A gravidade do quadro é reforçada por dados alarmantes: cerca de 70% dos principais aquíferos do mundo estão em declínio. As mudanças climáticas intensificam ainda mais esse processo, criando um efeito dominó que ultrapassa fronteiras. Água, comércio, migração, clima e geopolítica estão interligados, o que transforma a escassez hídrica em um risco global sem precedentes.

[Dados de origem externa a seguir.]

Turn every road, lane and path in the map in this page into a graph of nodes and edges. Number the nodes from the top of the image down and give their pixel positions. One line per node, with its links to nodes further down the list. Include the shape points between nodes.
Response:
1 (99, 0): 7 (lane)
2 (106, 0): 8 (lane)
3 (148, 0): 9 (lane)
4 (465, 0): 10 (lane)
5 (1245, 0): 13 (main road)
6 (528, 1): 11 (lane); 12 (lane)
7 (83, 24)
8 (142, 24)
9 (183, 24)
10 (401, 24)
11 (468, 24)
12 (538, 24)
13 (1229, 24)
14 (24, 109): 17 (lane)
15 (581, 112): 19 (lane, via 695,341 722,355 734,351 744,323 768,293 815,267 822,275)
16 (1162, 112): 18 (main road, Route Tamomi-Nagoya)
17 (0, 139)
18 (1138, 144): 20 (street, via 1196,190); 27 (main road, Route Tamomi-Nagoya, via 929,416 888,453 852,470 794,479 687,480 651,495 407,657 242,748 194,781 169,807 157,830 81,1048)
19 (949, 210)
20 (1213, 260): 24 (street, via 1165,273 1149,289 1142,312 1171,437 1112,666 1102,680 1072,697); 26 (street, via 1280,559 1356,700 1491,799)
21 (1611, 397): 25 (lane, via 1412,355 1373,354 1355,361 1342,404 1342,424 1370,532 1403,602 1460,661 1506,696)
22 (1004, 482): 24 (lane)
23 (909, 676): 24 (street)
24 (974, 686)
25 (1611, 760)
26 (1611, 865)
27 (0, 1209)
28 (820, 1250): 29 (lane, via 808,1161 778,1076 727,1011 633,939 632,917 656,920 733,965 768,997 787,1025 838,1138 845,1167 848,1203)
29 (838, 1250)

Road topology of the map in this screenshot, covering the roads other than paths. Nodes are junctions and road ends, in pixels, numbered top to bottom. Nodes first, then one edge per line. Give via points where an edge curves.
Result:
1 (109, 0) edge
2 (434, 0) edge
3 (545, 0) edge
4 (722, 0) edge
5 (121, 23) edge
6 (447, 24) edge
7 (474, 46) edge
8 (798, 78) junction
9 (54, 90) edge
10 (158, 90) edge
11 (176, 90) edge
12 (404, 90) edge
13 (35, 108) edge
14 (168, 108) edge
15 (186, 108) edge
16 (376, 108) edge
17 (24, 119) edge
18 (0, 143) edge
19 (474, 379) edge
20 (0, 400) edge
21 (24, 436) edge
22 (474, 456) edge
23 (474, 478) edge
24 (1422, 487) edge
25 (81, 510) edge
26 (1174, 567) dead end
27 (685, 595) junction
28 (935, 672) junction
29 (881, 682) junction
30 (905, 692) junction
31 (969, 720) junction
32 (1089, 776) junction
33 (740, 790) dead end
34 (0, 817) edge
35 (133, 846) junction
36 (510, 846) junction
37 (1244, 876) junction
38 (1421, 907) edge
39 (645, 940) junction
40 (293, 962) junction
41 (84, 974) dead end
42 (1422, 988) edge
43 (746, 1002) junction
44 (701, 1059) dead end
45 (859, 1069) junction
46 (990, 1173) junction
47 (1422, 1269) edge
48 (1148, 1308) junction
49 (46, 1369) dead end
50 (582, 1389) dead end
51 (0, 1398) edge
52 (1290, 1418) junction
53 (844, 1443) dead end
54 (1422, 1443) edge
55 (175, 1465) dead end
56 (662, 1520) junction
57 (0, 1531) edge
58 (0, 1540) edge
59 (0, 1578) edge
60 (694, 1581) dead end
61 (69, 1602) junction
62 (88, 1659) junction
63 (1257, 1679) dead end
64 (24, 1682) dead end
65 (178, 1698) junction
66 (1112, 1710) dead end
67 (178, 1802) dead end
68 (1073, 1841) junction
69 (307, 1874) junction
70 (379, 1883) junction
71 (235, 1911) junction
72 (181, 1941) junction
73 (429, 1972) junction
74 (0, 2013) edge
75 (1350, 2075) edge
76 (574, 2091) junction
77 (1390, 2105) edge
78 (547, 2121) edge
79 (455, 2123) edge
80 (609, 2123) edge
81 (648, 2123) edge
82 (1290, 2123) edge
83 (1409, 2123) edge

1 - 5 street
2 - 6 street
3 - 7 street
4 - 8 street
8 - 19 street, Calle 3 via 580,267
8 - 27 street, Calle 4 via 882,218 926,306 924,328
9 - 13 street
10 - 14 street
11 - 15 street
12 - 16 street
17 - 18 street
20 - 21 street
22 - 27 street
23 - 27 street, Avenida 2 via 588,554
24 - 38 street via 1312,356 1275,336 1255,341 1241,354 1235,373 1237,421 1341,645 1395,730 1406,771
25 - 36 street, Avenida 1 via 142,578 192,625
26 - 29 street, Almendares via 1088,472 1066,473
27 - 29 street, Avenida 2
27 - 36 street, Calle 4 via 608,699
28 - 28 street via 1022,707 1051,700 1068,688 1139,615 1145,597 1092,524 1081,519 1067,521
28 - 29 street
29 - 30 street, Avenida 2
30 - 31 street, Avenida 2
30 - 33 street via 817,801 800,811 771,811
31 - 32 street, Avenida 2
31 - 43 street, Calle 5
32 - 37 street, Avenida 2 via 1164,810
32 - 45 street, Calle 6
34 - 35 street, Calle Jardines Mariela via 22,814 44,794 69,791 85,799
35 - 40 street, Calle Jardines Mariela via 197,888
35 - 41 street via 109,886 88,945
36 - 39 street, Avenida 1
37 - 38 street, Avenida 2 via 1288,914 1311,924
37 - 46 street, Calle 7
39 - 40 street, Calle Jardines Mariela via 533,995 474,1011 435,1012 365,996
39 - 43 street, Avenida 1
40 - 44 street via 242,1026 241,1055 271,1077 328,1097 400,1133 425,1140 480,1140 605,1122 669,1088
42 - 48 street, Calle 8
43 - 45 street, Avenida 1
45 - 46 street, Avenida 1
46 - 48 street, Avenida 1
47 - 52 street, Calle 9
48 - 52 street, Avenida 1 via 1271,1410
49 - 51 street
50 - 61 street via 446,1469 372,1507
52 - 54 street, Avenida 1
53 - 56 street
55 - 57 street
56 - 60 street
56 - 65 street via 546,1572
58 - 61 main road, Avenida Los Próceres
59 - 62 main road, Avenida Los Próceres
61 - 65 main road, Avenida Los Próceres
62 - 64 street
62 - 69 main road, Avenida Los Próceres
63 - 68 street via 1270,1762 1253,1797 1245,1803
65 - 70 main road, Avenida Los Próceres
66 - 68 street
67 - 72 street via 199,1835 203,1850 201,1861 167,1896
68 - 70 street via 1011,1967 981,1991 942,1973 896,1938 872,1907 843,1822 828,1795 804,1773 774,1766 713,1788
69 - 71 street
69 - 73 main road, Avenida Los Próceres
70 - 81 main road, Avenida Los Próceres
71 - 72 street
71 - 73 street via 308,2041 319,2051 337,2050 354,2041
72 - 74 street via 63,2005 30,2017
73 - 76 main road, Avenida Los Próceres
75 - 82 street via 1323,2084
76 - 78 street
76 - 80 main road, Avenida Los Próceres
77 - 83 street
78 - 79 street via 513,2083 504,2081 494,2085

Diante desse cenário, especialistas defendem que não basta apenas buscar novas fontes de água. É urgente repensar o modelo de consumo e investir em alternativas sustentáveis, como a reciclagem e o reuso da água, tanto em escala industrial quanto urbana. Tecnologias já existentes permitem tratar e reaproveitar a água para diversos fins, reduzindo a pressão sobre rios, reservatórios e aquíferos — mas essas soluções precisam sair do papel e se transformar em políticas públicas efetivas.

Nesse contexto, a população tem um papel fundamental. Cobrar dos governantes investimentos em saneamento, tratamento de esgoto, reuso da água e educação ambiental é um passo essencial para evitar que a falência hídrica se torne irreversível. A água é um bem comum, indispensável à vida, à saúde, à economia e ao futuro das próximas gerações.

O alerta se torna ainda mais relevante para o Brasil, que vive atualmente o verão, período marcado por altas temperaturas e aumento significativo do consumo de água. Mais do que nunca, é necessário adotar uma postura consciente: evitar desperdícios, repensar hábitos diários e compreender que cada gota economizada faz diferença.

A mensagem da ONU é clara e urgente: ou mudamos agora a forma como cuidamos da água, ou enfrentaremos consequências profundas e duradouras. A responsabilidade é coletiva — dos governos, das instituições e de cada cidadão. Afinal, sem água, não há vida, nem futuro possível.